Storage
In today’s data-driven world, how you store, manage, and access your data determines the speed of insights, the cost of infrastructure, and the resilience of your operations. CrateDB’s storage architecture is built from the ground up to deliver real-time performance, high throughput ingestion, and efficient data retention, whether you’re running telemetry at the edge, logs in a data centre, or analytics in the cloud.
Behind the scenes, CrateDB combines columnar + row storage, automatic sharding & partitioning, replication & backup, and features such as compression and data-tiering, to give you full control over data volume, access speed, and cost. This unified storage layer empowers you to scale your analytics without sacrificing operational simplicity or performance.

Columnar & row-based storage
CrateDB uses a hybrid storage engine that supports both row-oriented and column-oriented data layouts.
- Row storage is optimized for fast inserts and transactional workloads.
- Columnar storage delivers high-performance aggregations and analytical queries.
Sharding
To scale horizontally, CrateDB divides each table into multiple shards, distributing them across cluster nodes.
This design enables:
- Parallel query execution and data ingestion.
- Automatic load balancing and fault isolation.
- Seamless scalability: simply add nodes to increase capacity.
Partitioning
Partitioning allows you to organize large tables based on time or value, improving manageability and performance.
- Efficiently drop or archive old partitions to optimize retention.
- Improve query performance on time-filtered datasets.
- Enable data tiering by assigning partitions to different storage classes.
Replication
CrateDB protects your data through replication, maintaining multiple copies across nodes for high availability and fault tolerance.
If a node fails, another replica immediately takes over, ensuring no data loss and uninterrupted analytics. Replication also supports maintenance operations and upgrades without downtime.
Compression
Compression happens automatically, enabling you to reduce costs and query faster, even with massive, long-term datasets.
Consistency & durability
CrateDB enforces strong atomicity, consistency, and durability principles while offering eventual consistency for distributed search operations, optimizing both reliability and speed.
Every write operation is atomic at the row level, ensuring that changes are either fully committed or rolled back.
Data is persisted through write-ahead logging and replicated for durability across nodes.
Data tiering
Not all data needs to live in the same storage class. With Hot, Warm, and Cold tiers, CrateDB enables you to balance cost, performance, and retention.
Keep frequently accessed data in the Hot tier for instant queries, move older data to Warm or Cold tiers, and still query all of it using standard SQL.
Backup & restore
CrateDB’s snapshot-based backup system protects your data from loss or corruption.

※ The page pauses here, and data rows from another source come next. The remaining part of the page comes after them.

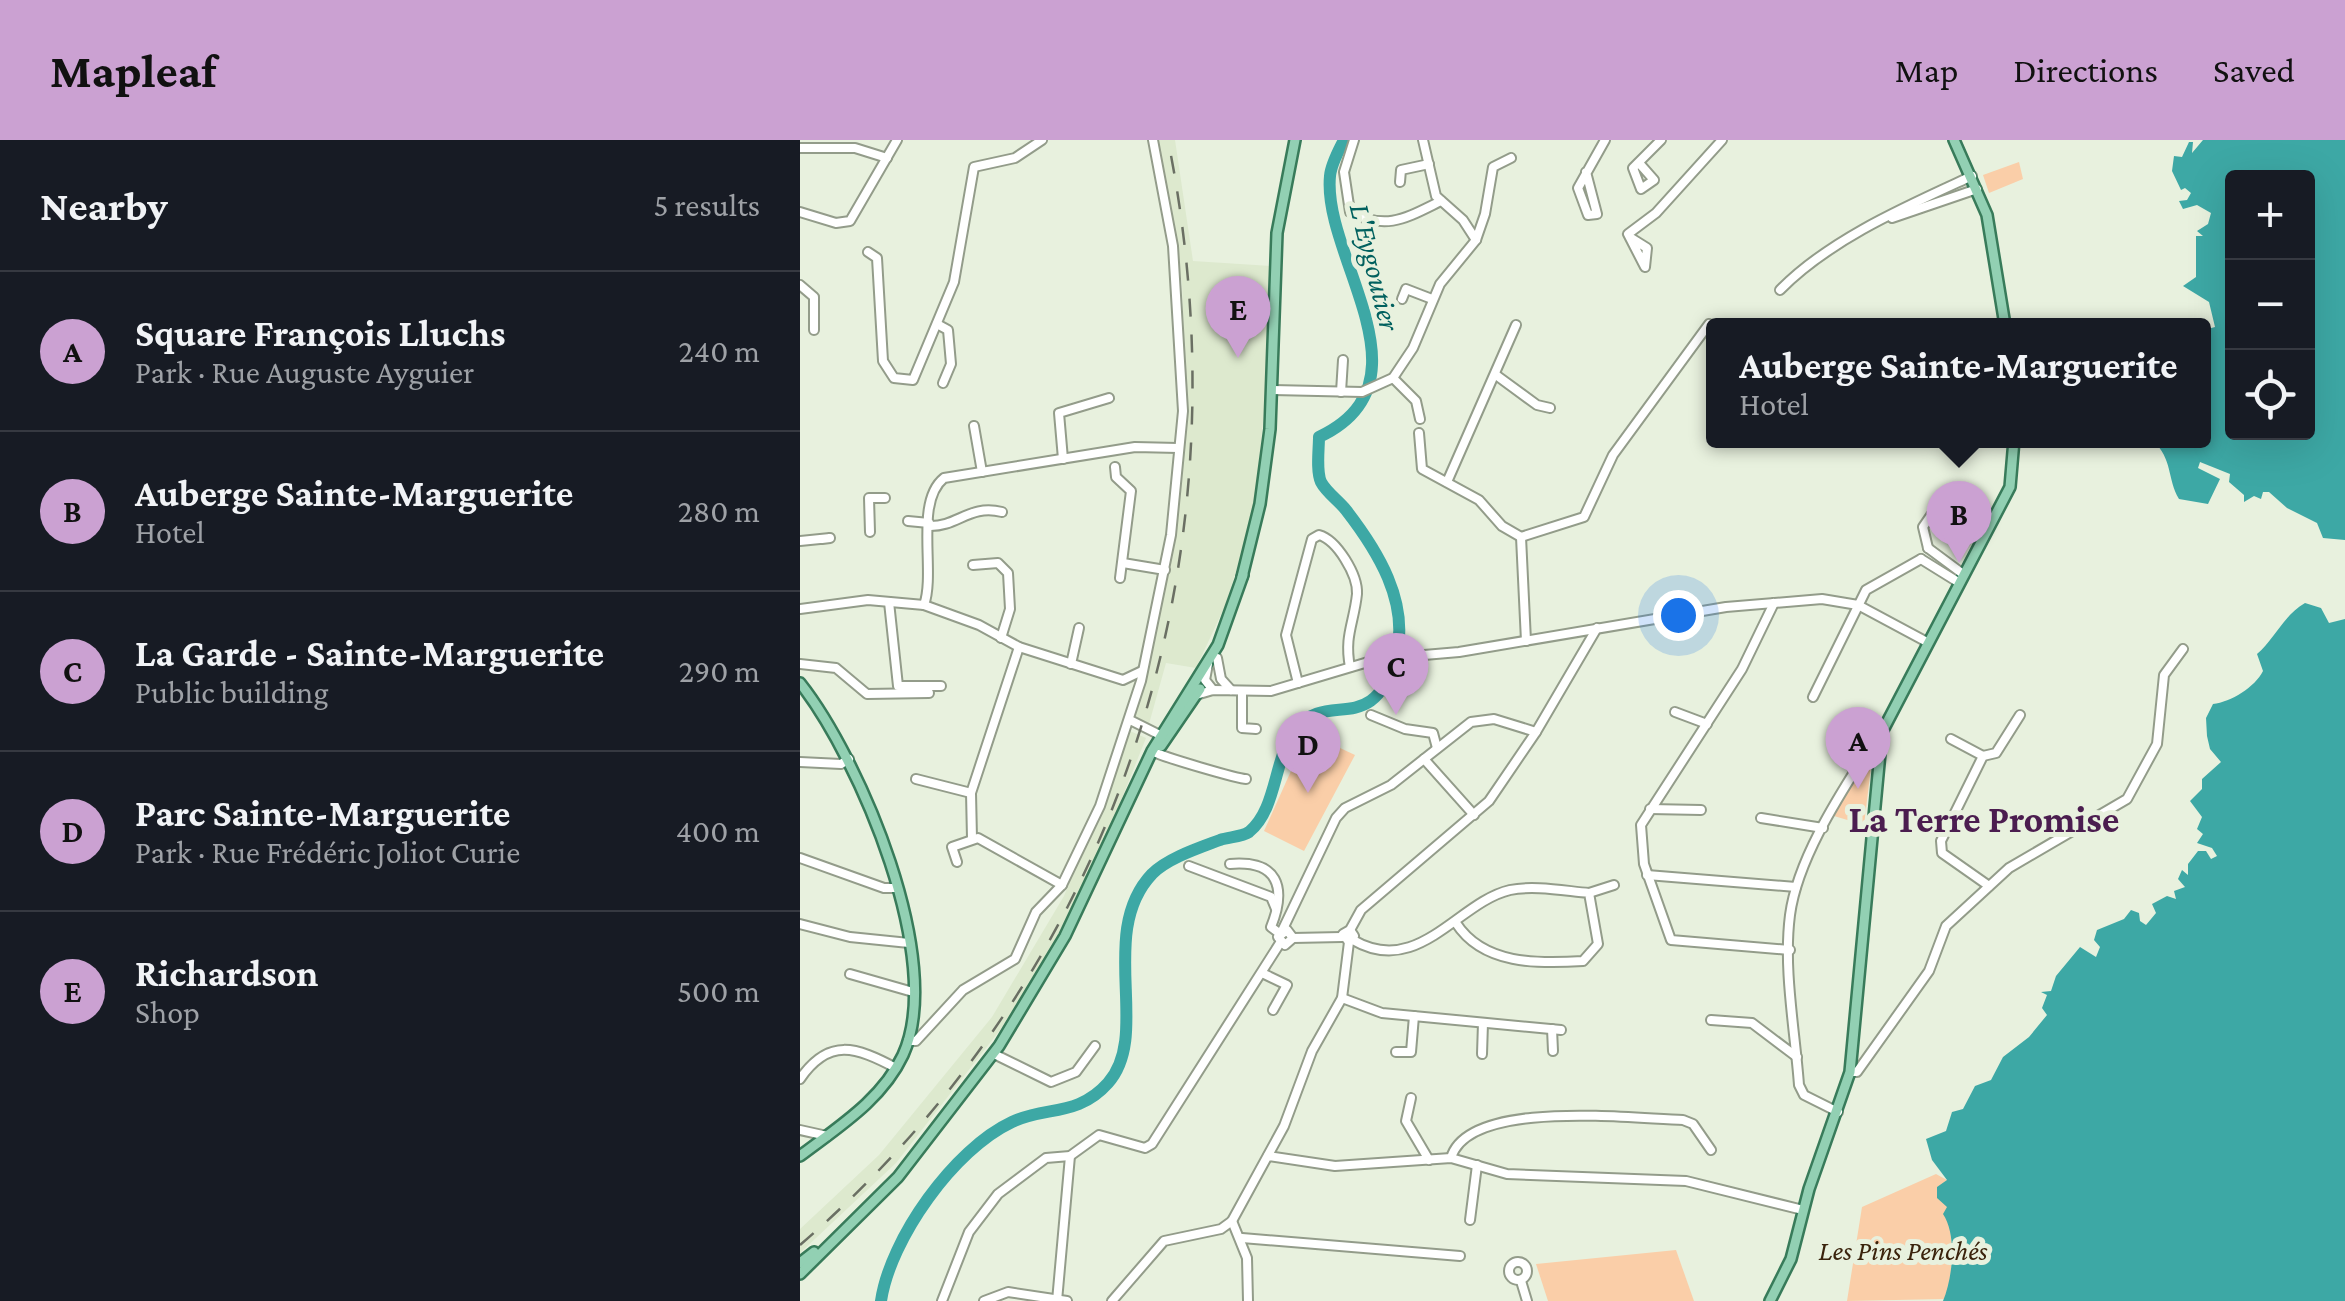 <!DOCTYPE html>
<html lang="en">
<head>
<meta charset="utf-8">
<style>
  body { margin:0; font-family:"Crimson Pro",serif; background:#20242c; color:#f1f3f6 }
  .controls { position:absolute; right:30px; top:30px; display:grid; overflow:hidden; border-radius:10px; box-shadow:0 10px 40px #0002 }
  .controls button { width:90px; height:90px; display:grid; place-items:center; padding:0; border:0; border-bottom:2px solid #363941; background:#171b24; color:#f1f3f6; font:50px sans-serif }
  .you { position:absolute; left:878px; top:475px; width:35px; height:35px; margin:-25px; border:8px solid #fff; border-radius:50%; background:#1a73e8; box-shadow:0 0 0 15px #1a73e833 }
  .badge { display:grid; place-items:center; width:65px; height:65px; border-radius:50%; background:#cba1d2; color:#111; font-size:32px; font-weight:700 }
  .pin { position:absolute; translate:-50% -82px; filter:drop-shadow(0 2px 5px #0008) }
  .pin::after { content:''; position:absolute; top:52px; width:35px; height:30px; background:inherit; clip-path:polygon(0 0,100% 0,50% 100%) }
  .popup { position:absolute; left:906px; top:178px; width:505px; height:130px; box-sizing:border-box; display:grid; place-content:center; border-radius:10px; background:#171b24; filter:drop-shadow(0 2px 8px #0005); font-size:32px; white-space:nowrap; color:#9ea1a6 }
  .popup b { font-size:38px; color:#f1f3f6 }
  .popup::after { content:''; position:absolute; left:50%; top:100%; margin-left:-20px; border:20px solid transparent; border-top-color:#171b24 }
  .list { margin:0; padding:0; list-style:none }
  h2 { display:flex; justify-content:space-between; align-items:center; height:130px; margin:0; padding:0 40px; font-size:42px }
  h2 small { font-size:32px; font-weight:400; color:#9ea1a6 }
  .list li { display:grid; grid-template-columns:65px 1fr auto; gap:30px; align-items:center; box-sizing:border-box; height:160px; padding:0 40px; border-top:2px solid #363941 }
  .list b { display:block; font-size:38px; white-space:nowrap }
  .list p { margin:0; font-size:32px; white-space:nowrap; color:#9ea1a6 }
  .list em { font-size:32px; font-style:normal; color:#9ea1a6 }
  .icon { flex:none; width:55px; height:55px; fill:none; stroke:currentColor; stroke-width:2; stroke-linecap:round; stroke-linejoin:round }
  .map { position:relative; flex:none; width:1545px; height:1161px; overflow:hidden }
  header { display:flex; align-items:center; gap:60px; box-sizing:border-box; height:140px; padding:0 50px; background:#cba1d2; color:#111 }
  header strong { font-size:48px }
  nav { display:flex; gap:55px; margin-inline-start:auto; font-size:35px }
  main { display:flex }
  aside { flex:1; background:#171b24 }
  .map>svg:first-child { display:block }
  .built { fill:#dde9ce }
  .green { fill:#facea8 }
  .water { fill:#3da8a5; fill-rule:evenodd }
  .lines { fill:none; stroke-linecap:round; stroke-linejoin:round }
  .river { stroke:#3da8a5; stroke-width:12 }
  .minor-casing { stroke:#939c8a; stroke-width:12 }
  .major-casing { stroke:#387b5a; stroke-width:14 }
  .minor { stroke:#fff; stroke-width:8 }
  .major { stroke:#92d0b3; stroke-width:9 }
  .rail { stroke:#6a6f63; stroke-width:2.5; stroke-dasharray:18 18; stroke-linecap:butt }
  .labels { text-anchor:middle; stroke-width:10; stroke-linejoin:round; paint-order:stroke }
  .park-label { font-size:28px; font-style:italic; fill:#3a230c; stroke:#e8f1de }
  .water-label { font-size:30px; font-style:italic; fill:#01605e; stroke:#e8f1de }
  .district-label { font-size:38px; font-weight:bold; fill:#4b1d4f; stroke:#e8f1de }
</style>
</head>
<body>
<header>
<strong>Mapleaf</strong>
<nav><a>Map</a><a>Directions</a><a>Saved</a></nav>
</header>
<main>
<aside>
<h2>Nearby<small>5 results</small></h2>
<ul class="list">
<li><span class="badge">A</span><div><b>Square François Lluchs</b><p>Park · Rue Auguste Ayguier</p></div><em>240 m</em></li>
<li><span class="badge">B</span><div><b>Auberge Sainte-Marguerite</b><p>Hotel</p></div><em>280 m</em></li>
<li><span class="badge">C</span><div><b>La Garde - Sainte-Marguerite</b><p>Public building</p></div><em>290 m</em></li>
<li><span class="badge">D</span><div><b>Parc Sainte-Marguerite</b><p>Park · Rue Frédéric Joliot Curie</p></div><em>400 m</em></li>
<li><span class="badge">E</span><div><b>Richardson</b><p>Shop</p></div><em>500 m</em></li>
</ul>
</aside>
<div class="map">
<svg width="1545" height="1161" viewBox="0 0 1545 1161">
  <rect width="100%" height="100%" fill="#e8f1de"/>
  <g class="built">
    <path d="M358,0h17l18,121 78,5 3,40 -20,209 -29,91 -29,62 -30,-5 -17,61 -15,-6 40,-170 12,-152 -4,-112z"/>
    <path d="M330,591l16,7 -42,105 -56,111 -48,76 -104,133 -96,90v-24l79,-74 113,-138 72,-121z"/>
  </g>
  <g class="green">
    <path d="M1219,22l4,17 -34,14 -6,-18z"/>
    <path d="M508,593l47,22 -51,96 -40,-20z"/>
    <path d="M1065,621l6,6 -7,58 -30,-9z"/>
    <path d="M1136,1034l11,6c0,42 12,79 -2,119l-98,2 15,-94z"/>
    <path d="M876,1110l18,51h-146l-12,-37z"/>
  </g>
  <g class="water">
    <path d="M1403,0h142v400l-22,-2 -6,-15 -30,-15 -18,-16h-6l-2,7 -7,-3 -10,6v-7l-15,-13 1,-8 -30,-12 -2,6 22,11 -12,25 -29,-5c-12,-20 -6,-40 -26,-58l51,-1v-110l11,-3 -6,-25 -26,-16 13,-9v-41h7l-6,-5 11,-7 3,-11 -14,-8 -14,4 -4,-8 8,-1 4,-7 -6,-5 -4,2 -9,-19 2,-15 8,1 7,-15h4l-1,11zM1432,38h76v254h-76z"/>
    <path d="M1505,463l16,5 8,15 16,-4v682h-402c10,-24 14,-66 0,-87l4,-7 -10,-9v-11l10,-7 -15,-20 -6,-21 20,-8 6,-19 11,-3 12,-23 16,-6 12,-23 26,-20 18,-22 -5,-7 5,-13 -6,-3 10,-1 5,-15 24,-29 16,10 4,-10 -6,-7 3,-10 27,-11 7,-9 8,3 1,8 6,4 10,-12 -4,-9 15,-8 9,3 -2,-8 11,-4 -7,-8 4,-9 6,5v-11l10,-13h8l5,8 6,-3 -5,-8 -15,-5 6,-9 -6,-5 5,-12 -12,-16 12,-12v-10l19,-17 -11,-13 -3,-13 -1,-18 7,-14c18,-2 42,-17 50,-33l-6,-17c18,-16 27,-39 48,-51z"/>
  </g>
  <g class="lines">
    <path class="river" d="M81,1161c9,-62 73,-152 131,-179 33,-16 66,-5 96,-39 44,-49 -12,-150 44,-209 16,-16 47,-26 68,-34 9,-3 22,-3 29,-8 29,-24 24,-74 47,-103 32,-41 77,11 100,-73 14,-54 -19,-106 -50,-146 -7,-9 -20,-18 -25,-28 -5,-11 -2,-33 -2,-45 117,-55 3,-179 11,-261 1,-12 9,-26 14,-36"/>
    <defs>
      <g id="minor">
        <path d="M554,0l-10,32 6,40c37,19 56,6 91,-11"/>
        <path d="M623,0l13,56 27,24 13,20"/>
        <path d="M0,8h55l32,10"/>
        <path d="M839,23l15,17 -13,9 -8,-21 28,-28"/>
        <path d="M786,32l11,42 -9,1 -10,-27c9,-16 18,-32 27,-48"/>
        <path d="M600,42l1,-12 28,-6"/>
        <path d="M0,72l36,11 14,-2 47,-81"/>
        <path d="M1092,78l85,-29"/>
        <path d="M831,98l16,10 -2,19 -17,-33 28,-21 66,-73"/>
        <path d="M68,112l9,6 6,103 11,17 19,2 41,-98 20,-115 41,-9 27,-18"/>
        <path d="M0,145l14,12v33"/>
        <path d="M980,150c50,-51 127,-84 192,-114"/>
        <path d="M602,159l4,-10 26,10"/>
        <path d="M137,184l11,6 3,34 -8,19"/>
        <path d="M696,235l41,30 13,3"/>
        <path d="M593,238l23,23 4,18"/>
        <path d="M473,250l89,2 31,-14 20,-30 27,-64 36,-44 9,-26 8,-47 18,-9"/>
        <path d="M541,252l2,-32"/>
        <path d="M174,286l8,46"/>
        <path d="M619,293l3,36 57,31 23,26 19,11"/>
        <path d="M263,319l-4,-46 50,-15"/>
        <path d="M315,327l1,10 15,14 -11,87"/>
        <path d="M647,342l69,-157"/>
        <path d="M108,381l21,2"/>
        <path d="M129,386c29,1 40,-22 73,-14"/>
        <path d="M70,392l-1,-34h16"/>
        <path d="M721,397l63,-20 29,-62 96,-131"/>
        <path d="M721,397l5,104"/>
        <path d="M0,401l30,-3 -8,1"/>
        <path d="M1128,408l35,26"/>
        <path d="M1128,408l-5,-21 11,-16"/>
        <path d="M1121,419l37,23"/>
        <path d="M323,423l42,7"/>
        <path d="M173,425l25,-2 10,10 2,36 -9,29"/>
        <path d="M89,462l9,84h43"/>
        <path d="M974,463l-32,66 -101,156 3,39 27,76 119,10"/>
        <path d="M124,465c12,-33 -10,-103 20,-127l191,-31 43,1"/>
        <path d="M0,469l68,-9 56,5 55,20 40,22 104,33 19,-9"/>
        <path d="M601,517l58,-5 267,-45 96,-8 36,6 69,37"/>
        <path d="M417,518l4,21 10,11"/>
        <path d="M0,524l36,4 31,26 62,-1"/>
        <path d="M271,524l8,-36"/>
        <path d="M408,524l-3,16 8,10"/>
        <path d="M498,543l-12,-48 26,-96 7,-4c18,5 39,40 38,59 -3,29 -13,42 -7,73"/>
        <path d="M442,551v37l14,1"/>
        <path d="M396,555l17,-5 58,1 124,-37"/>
        <path d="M1013,557l53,-107 55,-31"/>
        <path d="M875,572l32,12"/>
        <path d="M571,575l34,14 28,4 4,15"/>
        <path d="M330,580l36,18"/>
        <path d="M1151,599l32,17"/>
        <path d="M352,611c10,6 87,28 94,28"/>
        <path d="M624,619l50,56"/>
        <path d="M0,622l41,2 8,-5"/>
        <path d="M116,639l55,14"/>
        <path d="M850,669l51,1"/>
        <path d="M961,678l62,10"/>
        <path d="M172,698l-1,-45 48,-146"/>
        <path d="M0,718l84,30h11"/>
        <path d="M157,722l-5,-15 26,-9 84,47"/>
        <path d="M430,724c48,-4 57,23 41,63l8,6"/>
        <path d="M389,726l82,31 5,12"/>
        <path d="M847,735l149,12"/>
        <path d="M1189,746l-47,-33 -1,-12 42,-85 13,-3 24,-38"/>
        <path d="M789,753l25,-8"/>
        <path d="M0,784l50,13 59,6"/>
        <path d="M482,791l54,-113 9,-10 46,-23 80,-63 23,-3 42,13"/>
        <path d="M493,798l-6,-8 -9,7 7,8 8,-7 49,-1"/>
        <path d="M553,800c65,38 105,-38 157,-50 24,-5 55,1 79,3l9,51 -15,17c-45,3 -100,4 -127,-38"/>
        <path d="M549,802l-6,-8 7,-4 11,-20 128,-109 47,-69 61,-104"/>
        <path d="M462,833l25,12 -14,25"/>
        <path d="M50,834l63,18"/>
        <path d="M542,858l40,15 179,17"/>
        <path d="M911,880l41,3 45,34"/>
        <path d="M752,889l1,22"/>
        <path d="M108,901h8l47,-51 52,-31 21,-47 26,-27 38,-79 41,-125 30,-146 12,-124 -10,-165 -20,-106"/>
        <path d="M596,912h15l3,-36"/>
        <path d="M194,914l57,28 25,-10 19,-26"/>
        <path d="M682,914l1,-31"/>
        <path d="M1050,932h7l72,-101 17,-45 63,-58 118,-69 30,-55 7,-69 19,-26"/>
        <path d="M0,939c29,-42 56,-32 96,-11"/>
        <path d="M611,958l-5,23 23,39"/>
        <path d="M1038,972l-34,-17 -5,-10c-4,-55 -16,-116 -9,-170 7,-53 46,-115 75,-160l13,-2"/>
        <path d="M0,990l27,6"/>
        <path d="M468,1016l67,10 116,-8 56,16 179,7 117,29"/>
        <path d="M651,1018c17,-60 183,-39 232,-38l10,4 18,26"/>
        <path d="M670,1080l7,-55"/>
        <path d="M432,1081l15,37 1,43"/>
        <path d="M442,1098l218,18"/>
        <circle cx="718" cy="1131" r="9"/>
        <path d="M721,1141l6,20"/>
        <path d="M142,1161l27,-69 29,-38 48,-36 24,-2 29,-21 46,13 7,-4 128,-201"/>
        <path d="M184,1161l24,-9 59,9"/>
        <path d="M257,1161l13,-145"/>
        <path d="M312,1161l52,-60 57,-12 11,-8 52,-95 28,-75 30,-53 7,-56 5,-6 -4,-6"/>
      </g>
      <g id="major">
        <path d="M1154,0l33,75 18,110"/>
        <path d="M442,437l18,-73 10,-75 7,-196 18,-93"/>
        <path d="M0,543c60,76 146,278 103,372 -21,45 -65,72 -103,101"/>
        <path d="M361,606l39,-57"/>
        <path d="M0,1123l14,-11"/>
        <path d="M0,1134l98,-97 101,-131 66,-110 87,-185 66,-106 25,-70"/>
        <path d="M970,1161l21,-42 18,-70 41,-117 32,-340 128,-245 4,-47"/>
      </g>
    </defs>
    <use href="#minor" class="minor-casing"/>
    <use href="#major" class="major-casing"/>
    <use href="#minor" class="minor"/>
    <use href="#major" class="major"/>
    <path class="rail" d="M0,1105c322,-278 451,-691 368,-1105"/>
  </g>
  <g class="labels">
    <g class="park-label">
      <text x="1103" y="1120">Les Pins Penchés</text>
    </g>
    <g class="water-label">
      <text transform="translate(575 127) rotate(76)" y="10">L'Eygoutier</text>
    </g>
    <g class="district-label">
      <text x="1184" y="692">La Terre Promise</text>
    </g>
  </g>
</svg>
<div class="controls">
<button>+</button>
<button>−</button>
<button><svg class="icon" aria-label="locate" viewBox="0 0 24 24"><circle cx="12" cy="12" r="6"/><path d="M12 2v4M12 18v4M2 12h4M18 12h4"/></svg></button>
</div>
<div class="you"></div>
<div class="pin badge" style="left:1058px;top:649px">A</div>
<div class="pin badge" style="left:1159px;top:423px">B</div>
<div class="popup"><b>Auberge Sainte-Marguerite</b>Hotel</div>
<div class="pin badge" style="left:596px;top:575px">C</div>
<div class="pin badge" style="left:508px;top:653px">D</div>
<div class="pin badge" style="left:438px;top:218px">E</div>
</div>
</main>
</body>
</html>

You can create incremental backups, store them locally or in cloud repositories, and restore entire clusters, tables, or partitions in seconds.
This ensures compliance with retention policies and keeps business continuity simple and reliable.
Why it matters
- Real-time analytics at any scale: Handle continuous ingestion and complex queries without latency.
- Resilient by design: Built-in replication, durability, and backup guarantee uptime and recoverability.
- Cost-efficient growth: Compression and data tiering reduce infrastructure costs without losing access to historical data.
- Operational simplicity: A single, unified storage engine eliminates the complexity of managing multiple systems or manual optimizations.